Photo : Oshima Takuya

Many of you may remember the work of contemporary artist Yasuaki Onishi, whose site-specific installations investigate varying notions of mass and volume. For his most recent exhibit at the Kyoto Art Center, the artist integrated new materials into his process – namely gathered tree branches and crystalized urea. The installation, entitled “Vertical Emptiness,” plays to the familiar atmospheric resonances of his previous work, but with an untried organic quality.

yasuaki-onishi-vertical-emptiness-detail-drawing-wall-procured-design

Photo : Oshima Takuya

yasuaki-onishi-vertical-emptiness-installation-detail-procured-design

Photo : Oshima Takuya

The installation itself is comprised of two complementary pieces: a two-dimensional work spanning the entire back wall and a large-scale installation filling most of the exhibition space. There is a theatrical disparity between them, especially concerning volume, tone, and texture.
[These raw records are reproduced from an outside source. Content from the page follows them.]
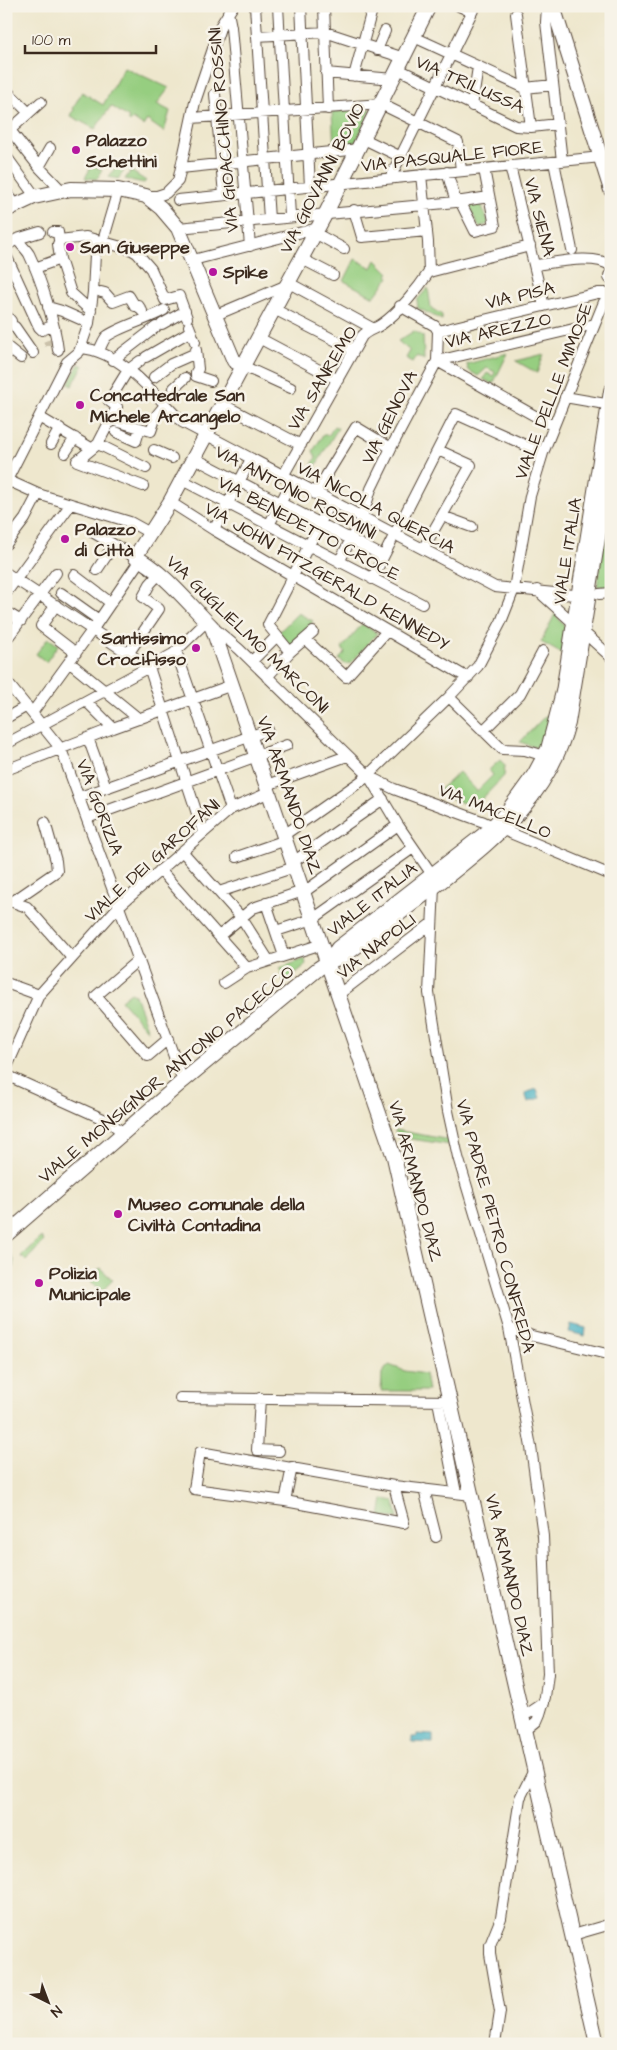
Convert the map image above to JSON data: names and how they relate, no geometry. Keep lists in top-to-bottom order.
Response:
{
  "streets": {
    "main road": [
      "VIA GIOVANNI BOVIO",
      "VIALE ITALIA",
      "VIA GUGLIELMO MARCONI",
      "VIA ARMANDO DIAZ",
      "VIALE MONSIGNOR ANTONIO PACECCO"
    ],
    "street": [
      "VIA TRILUSSA",
      "VIA GIOACCHINO ROSSINI",
      "VIA PASQUALE FIORE",
      "VIA SIENA",
      "VIA PISA",
      "VIA AREZZO",
      "VIA SANREMO",
      "VIALE DELLE MIMOSE",
      "VIA GENOVA",
      "VIA ANTONIO ROSMINI",
      "VIA NICOLA QUERCIA",
      "VIA BENEDETTO CROCE",
      "VIA JOHN FITZGERALD KENNEDY",
      "VIA GORIZIA",
      "VIA MACELLO",
      "VIALE DEI GAROFANI",
      "VIA NAPOLI",
      "VIA PADRE PIETRO CONFREDA"
    ]
  },
  "crossings": [
    ["VIA TRILUSSA", "VIA GIOVANNI BOVIO"],
    ["VIA GIOACCHINO ROSSINI", "VIA PASQUALE FIORE"],
    ["VIA PASQUALE FIORE", "VIA GIOVANNI BOVIO"],
    ["VIA PASQUALE FIORE", "VIA SIENA"],
    ["VIA GIOVANNI BOVIO", "VIA ANTONIO ROSMINI"],
    ["VIA GIOVANNI BOVIO", "VIA NICOLA QUERCIA"],
    ["VIA GIOVANNI BOVIO", "VIA BENEDETTO CROCE"],
    ["VIA GIOVANNI BOVIO", "VIA JOHN FITZGERALD KENNEDY"],
    ["VIA GIOVANNI BOVIO", "VIA GUGLIELMO MARCONI"],
    ["VIA SIENA", "VIA PISA"],
    ["VIA PISA", "VIALE DELLE MIMOSE"],
    ["VIA PISA", "VIA GENOVA"],
    ["VIA AREZZO", "VIALE DELLE MIMOSE"],
    ["VIA AREZZO", "VIA GENOVA"],
    ["VIA SANREMO", "VIA ANTONIO ROSMINI"],
    ["VIA SANREMO", "VIA NICOLA QUERCIA"],
    ["VIA SANREMO", "VIA BENEDETTO CROCE"],
    ["VIALE DELLE MIMOSE", "VIA NICOLA QUERCIA"],
    ["VIALE DELLE MIMOSE", "VIA JOHN FITZGERALD KENNEDY"],
    ["VIALE DELLE MIMOSE", "VIA GUGLIELMO MARCONI"],
    ["VIALE DELLE MIMOSE", "VIA ARMANDO DIAZ"],
    ["VIALE DELLE MIMOSE", "VIA MACELLO"],
    ["VIA GENOVA", "VIA ANTONIO ROSMINI"],
    ["VIA GENOVA", "VIA NICOLA QUERCIA"],
    ["VIA GENOVA", "VIA BENEDETTO CROCE"],
    ["VIA NICOLA QUERCIA", "VIALE ITALIA"],
    ["VIALE ITALIA", "VIA ARMANDO DIAZ"],
    ["VIALE ITALIA", "VIA MACELLO"],
    ["VIALE ITALIA", "VIALE MONSIGNOR ANTONIO PACECCO"],
    ["VIALE ITALIA", "VIA PADRE PIETRO CONFREDA"],
    ["VIA GUGLIELMO MARCONI", "VIA ARMANDO DIAZ"],
    ["VIA GUGLIELMO MARCONI", "VIA MACELLO"],
    ["VIA GUGLIELMO MARCONI", "VIALE DEI GAROFANI"],
    ["VIA ARMANDO DIAZ", "VIALE DEI GAROFANI"],
    ["VIA ARMANDO DIAZ", "VIA NAPOLI"],
    ["VIA ARMANDO DIAZ", "VIALE MONSIGNOR ANTONIO PACECCO"],
    ["VIA ARMANDO DIAZ", "VIA PADRE PIETRO CONFREDA"],
    ["VIA GORIZIA", "VIALE DEI GAROFANI"],
    ["VIA GORIZIA", "VIALE MONSIGNOR ANTONIO PACECCO"],
    ["VIA NAPOLI", "VIA PADRE PIETRO CONFREDA"]
  ],
  "places": [
    "Palazzo Schettini",
    "San Giuseppe",
    "Spike",
    "Concattedrale San Michele Arcangelo",
    "Palazzo di Città",
    "Santissimo Crocifisso",
    "Museo comunale della Civiltà Contadina",
    "Polizia Municipale"
  ],
  "scale_bar": "100 m",
  "north": "bottom right"
}
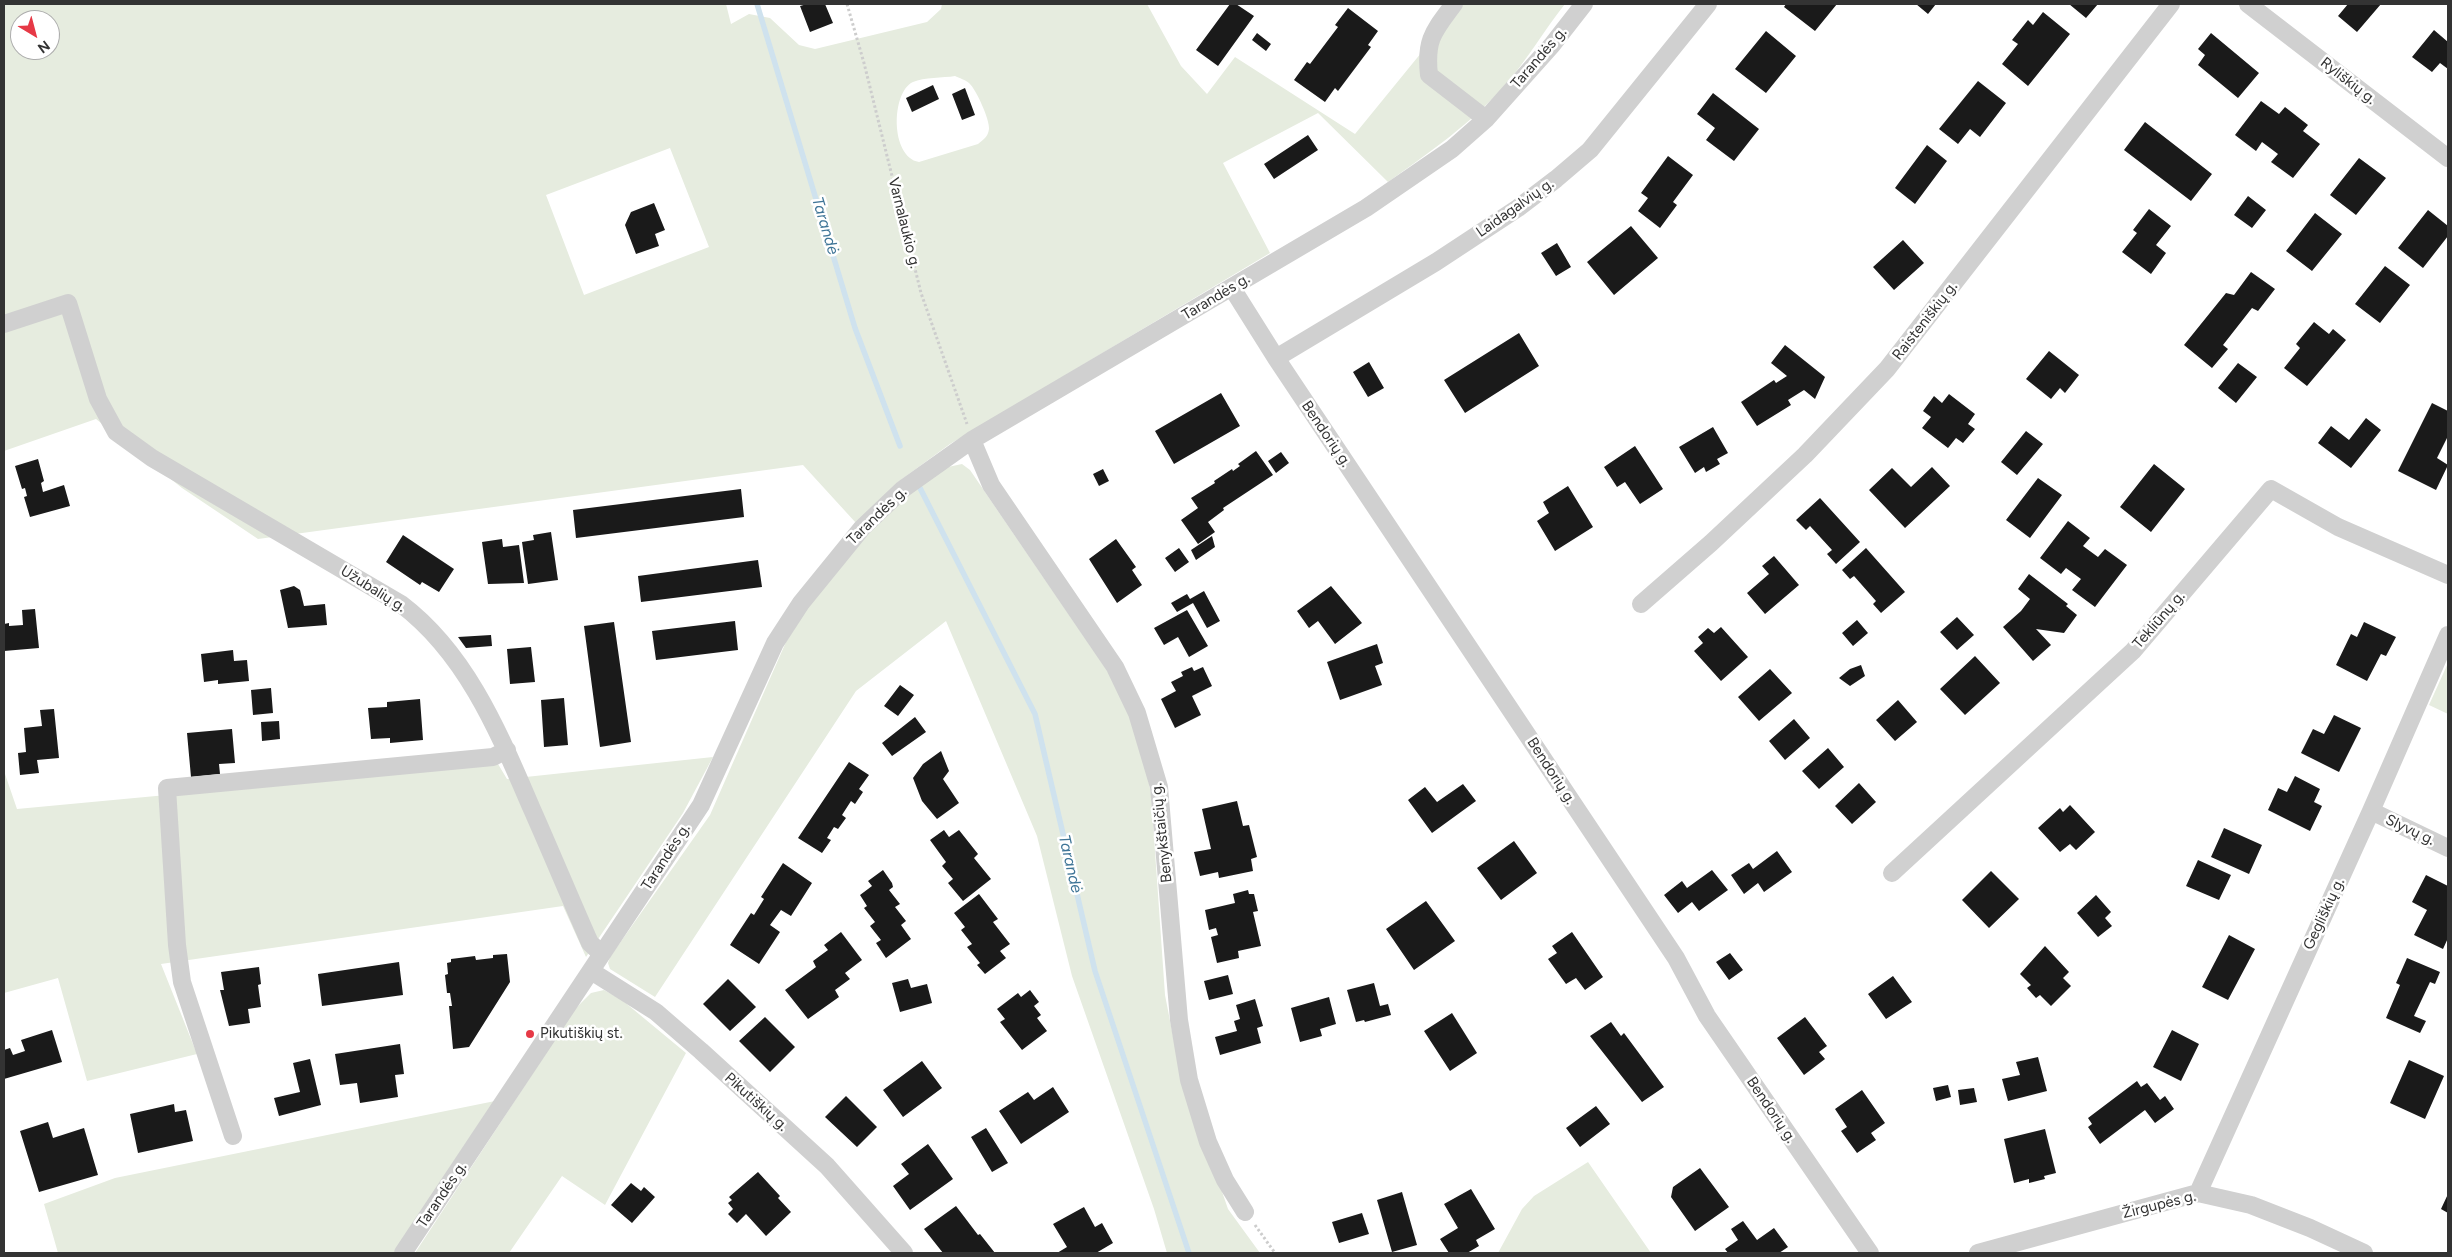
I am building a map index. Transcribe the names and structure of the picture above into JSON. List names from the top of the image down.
{
  "streets": {
    "street": [
      "Tarandės g.",
      "Ryliškių g.",
      "Laidagalvių g.",
      "Raisteniškių g.",
      "Bendorių g.",
      "Užubalių g.",
      "Tekliūnų g.",
      "Slyvų g.",
      "Benykštaičių g.",
      "Gegliškių g.",
      "Pikutiškių g.",
      "Žirgupės g."
    ],
    "path": ["Varnalaukio g."]
  },
  "crossings": [
    ["Tarandės g.", "Varnalaukio g."],
    ["Tarandės g.", "Bendorių g."],
    ["Tarandės g.", "Užubalių g."],
    ["Tarandės g.", "Benykštaičių g."],
    ["Tarandės g.", "Pikutiškių g."],
    ["Laidagalvių g.", "Bendorių g."],
    ["Varnalaukio g.", "Benykštaičių g."],
    ["Slyvų g.", "Gegliškių g."],
    ["Gegliškių g.", "Žirgupės g."]
  ],
  "water": ["Tarandė"],
  "places": ["Pikutiškių st."],
  "north": "bottom right"
}
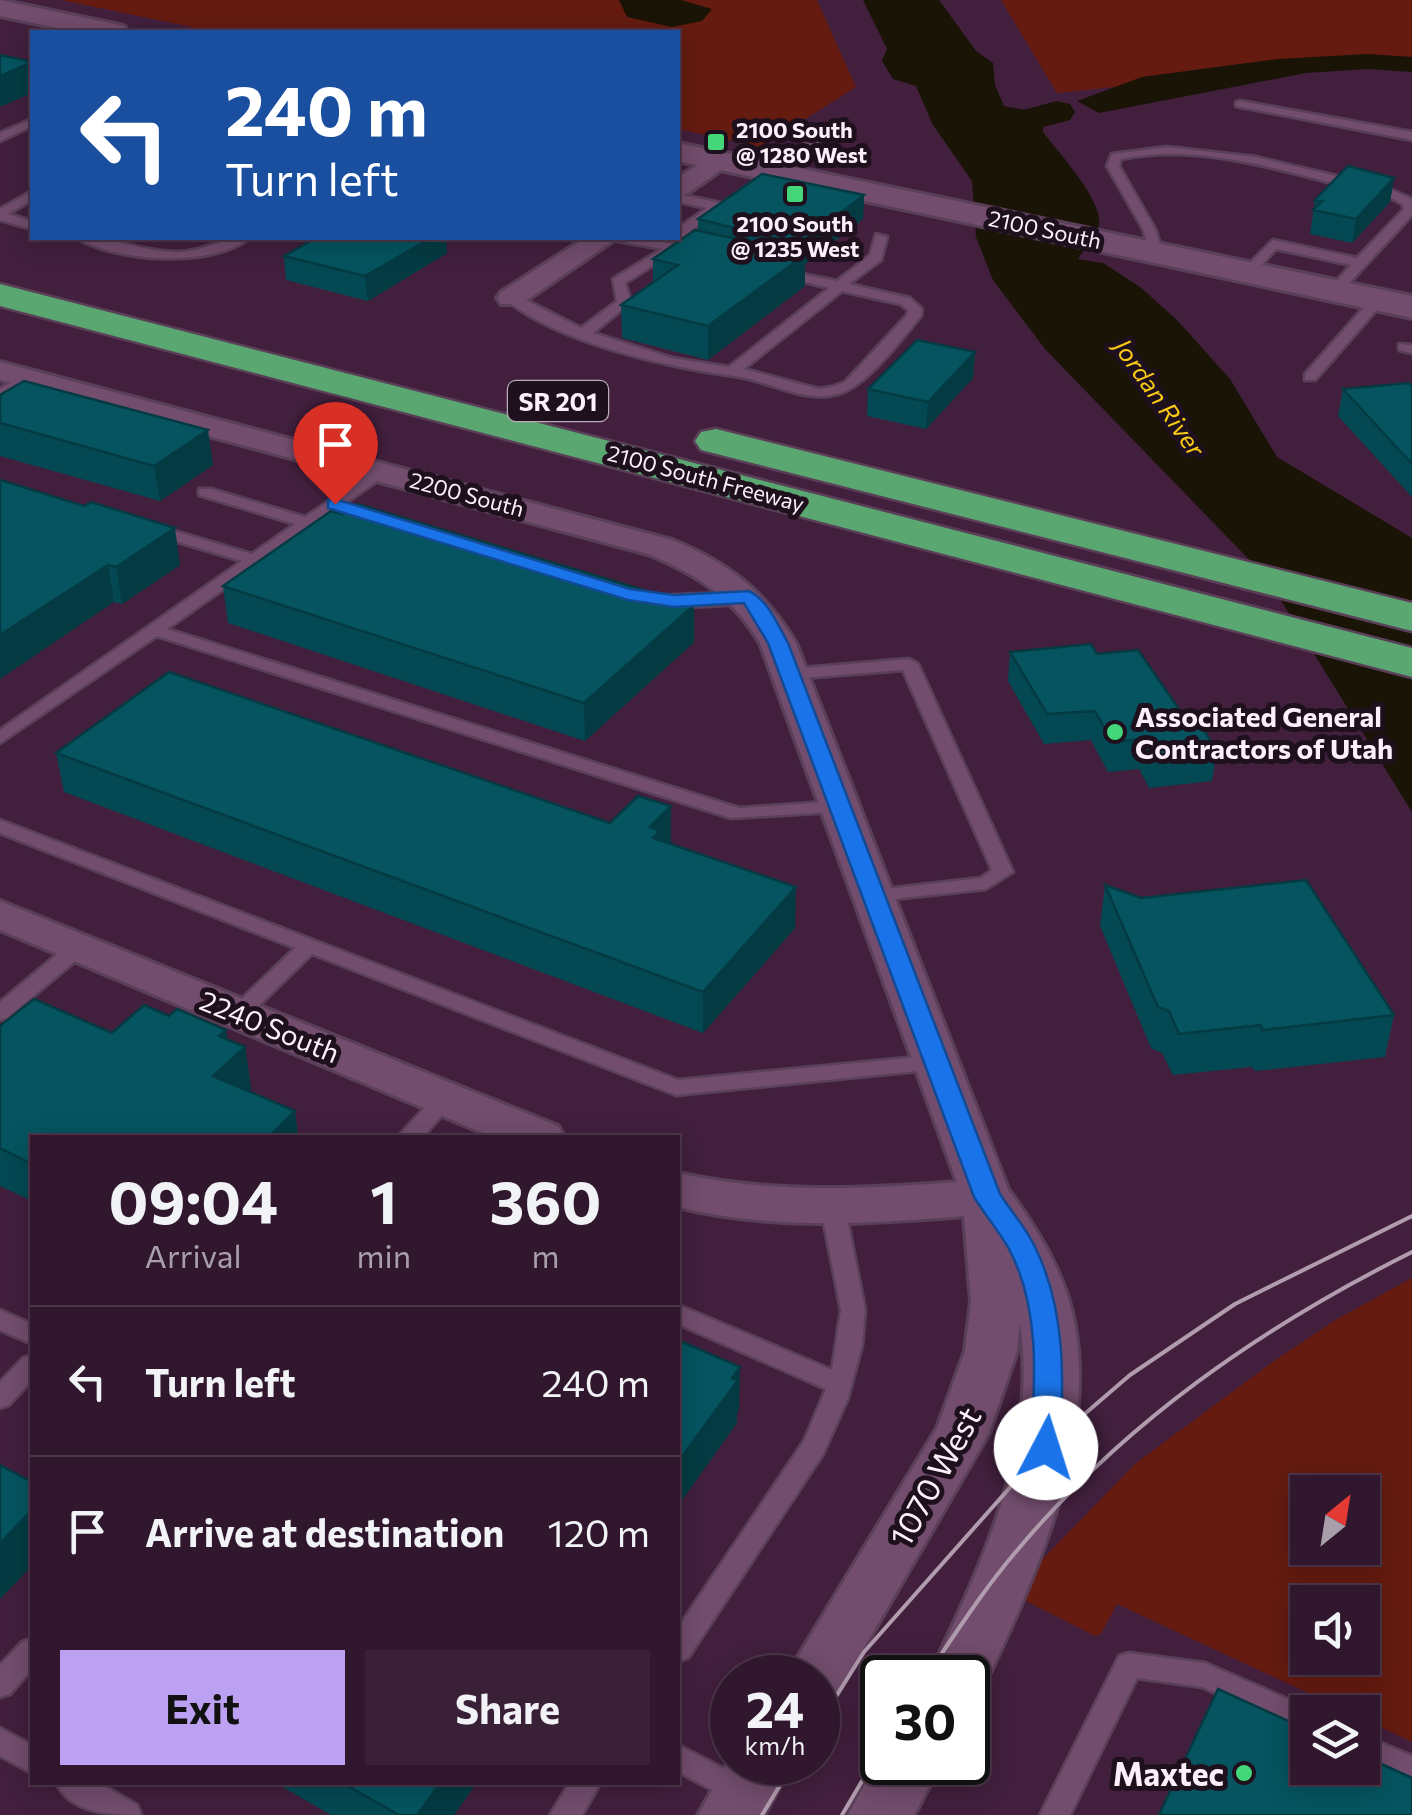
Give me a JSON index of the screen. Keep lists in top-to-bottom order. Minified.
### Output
{"streets":{"highway":["SR 201","2100 South Freeway"],"street":["2100 South","2200 South","2240 South","1070 West"]},"crossings":[["2200 South","1070 West"]],"water":["Jordan River"],"places":{"transit":["2100 South @ 1280 West","2100 South @ 1235 West"],"other":["Associated General Contractors of Utah","Maxtec"]},"north":"top right","page":{"turn":["240 m","Turn left"],"eta":["09:04","Arrival","1","min","360","m"],"list":[{"name":"Turn left","value":"240 m"},{"name":"Arrive at destination","value":"120 m"}],"buttons":["Exit","Share"],"speed":"24 km/h","limit":"30"}}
It would be difficult to intuit without an explanation, but the processes used to create both pieces are strikingly similar. At their core, both works start out as wood. Whereas the two-dimensional piece is comprised of a series of milled and manufactured wooden panels, the central installation consists of fallen tree branches. However, both works are subsequently coated with layers of hot glue (the difference of course being the application process).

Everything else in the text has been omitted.